| The problem |
A faithful, picture-free copy of the listing below is required.

| Information supplied |
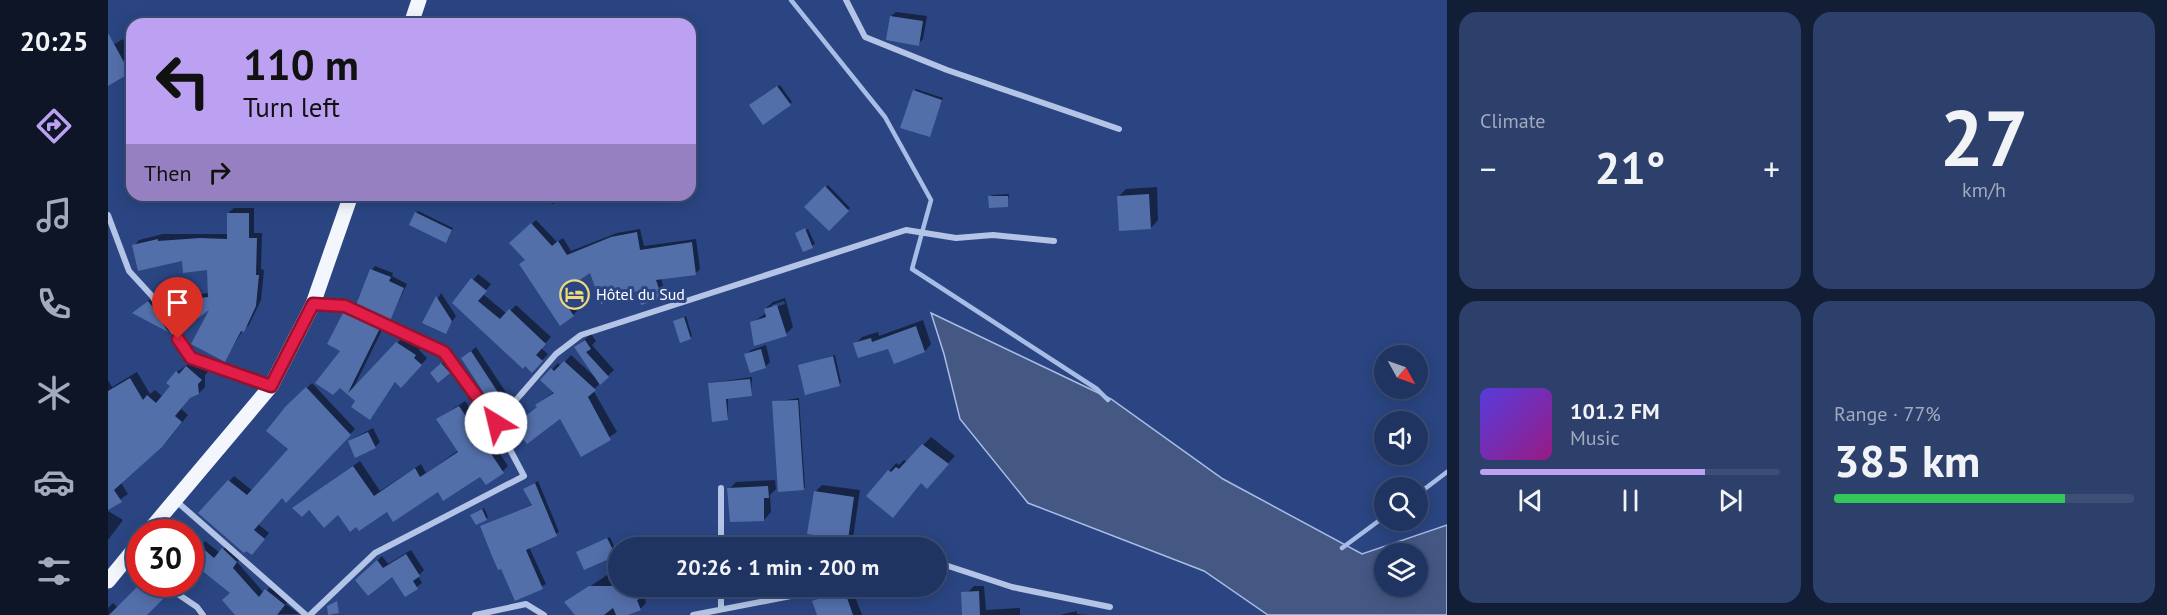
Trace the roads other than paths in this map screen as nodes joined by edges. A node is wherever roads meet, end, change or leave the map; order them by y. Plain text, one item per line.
1 (419, 0) edge
2 (846, 0) edge
3 (413, 18) edge
4 (1119, 129) dead end
5 (349, 201) edge
6 (108, 215) edge
7 (1054, 241) dead end
8 (313, 304) junction
9 (271, 386) junction
10 (496, 423) junction
11 (721, 488) dead end
12 (175, 500) junction
13 (159, 519) edge
14 (721, 537) edge
15 (126, 559) edge
16 (947, 566) edge
17 (108, 581) edge
18 (181, 597) edge
19 (721, 597) edge
20 (784, 597) edge
21 (1110, 607) dead end
22 (721, 608) junction
23 (203, 615) edge
24 (308, 615) edge
25 (475, 615) edge
26 (544, 615) edge
27 (693, 615) edge

1 - 3 main road
2 - 4 street
5 - 8 main road
6 - 9 street
7 - 10 street
8 - 9 main road
8 - 10 street
9 - 12 main road
10 - 24 street
11 - 14 street
12 - 13 main road
12 - 24 street
15 - 17 main road
16 - 21 street
18 - 23 street
19 - 22 street
20 - 22 street
22 - 27 street
25 - 26 street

| Response |
Trace the roads other than paths in this map screen as nodes joined by edges. A node is wherever roads meet, end, change or leave the map; order them by y. Plain text, one item per line.
1 (419, 0) edge
2 (846, 0) edge
3 (413, 18) edge
4 (1119, 129) dead end
5 (349, 201) edge
6 (108, 215) edge
7 (1054, 241) dead end
8 (313, 304) junction
9 (271, 386) junction
10 (496, 423) junction
11 (721, 488) dead end
12 (175, 500) junction
13 (159, 519) edge
14 (721, 537) edge
15 (126, 559) edge
16 (947, 566) edge
17 (108, 581) edge
18 (181, 597) edge
19 (721, 597) edge
20 (784, 597) edge
21 (1110, 607) dead end
22 (721, 608) junction
23 (203, 615) edge
24 (308, 615) edge
25 (475, 615) edge
26 (544, 615) edge
27 (693, 615) edge

1 - 3 main road
2 - 4 street
5 - 8 main road
6 - 9 street
7 - 10 street
8 - 9 main road
8 - 10 street
9 - 12 main road
10 - 24 street
11 - 14 street
12 - 13 main road
12 - 24 street
15 - 17 main road
16 - 21 street
18 - 23 street
19 - 22 street
20 - 22 street
22 - 27 street
25 - 26 street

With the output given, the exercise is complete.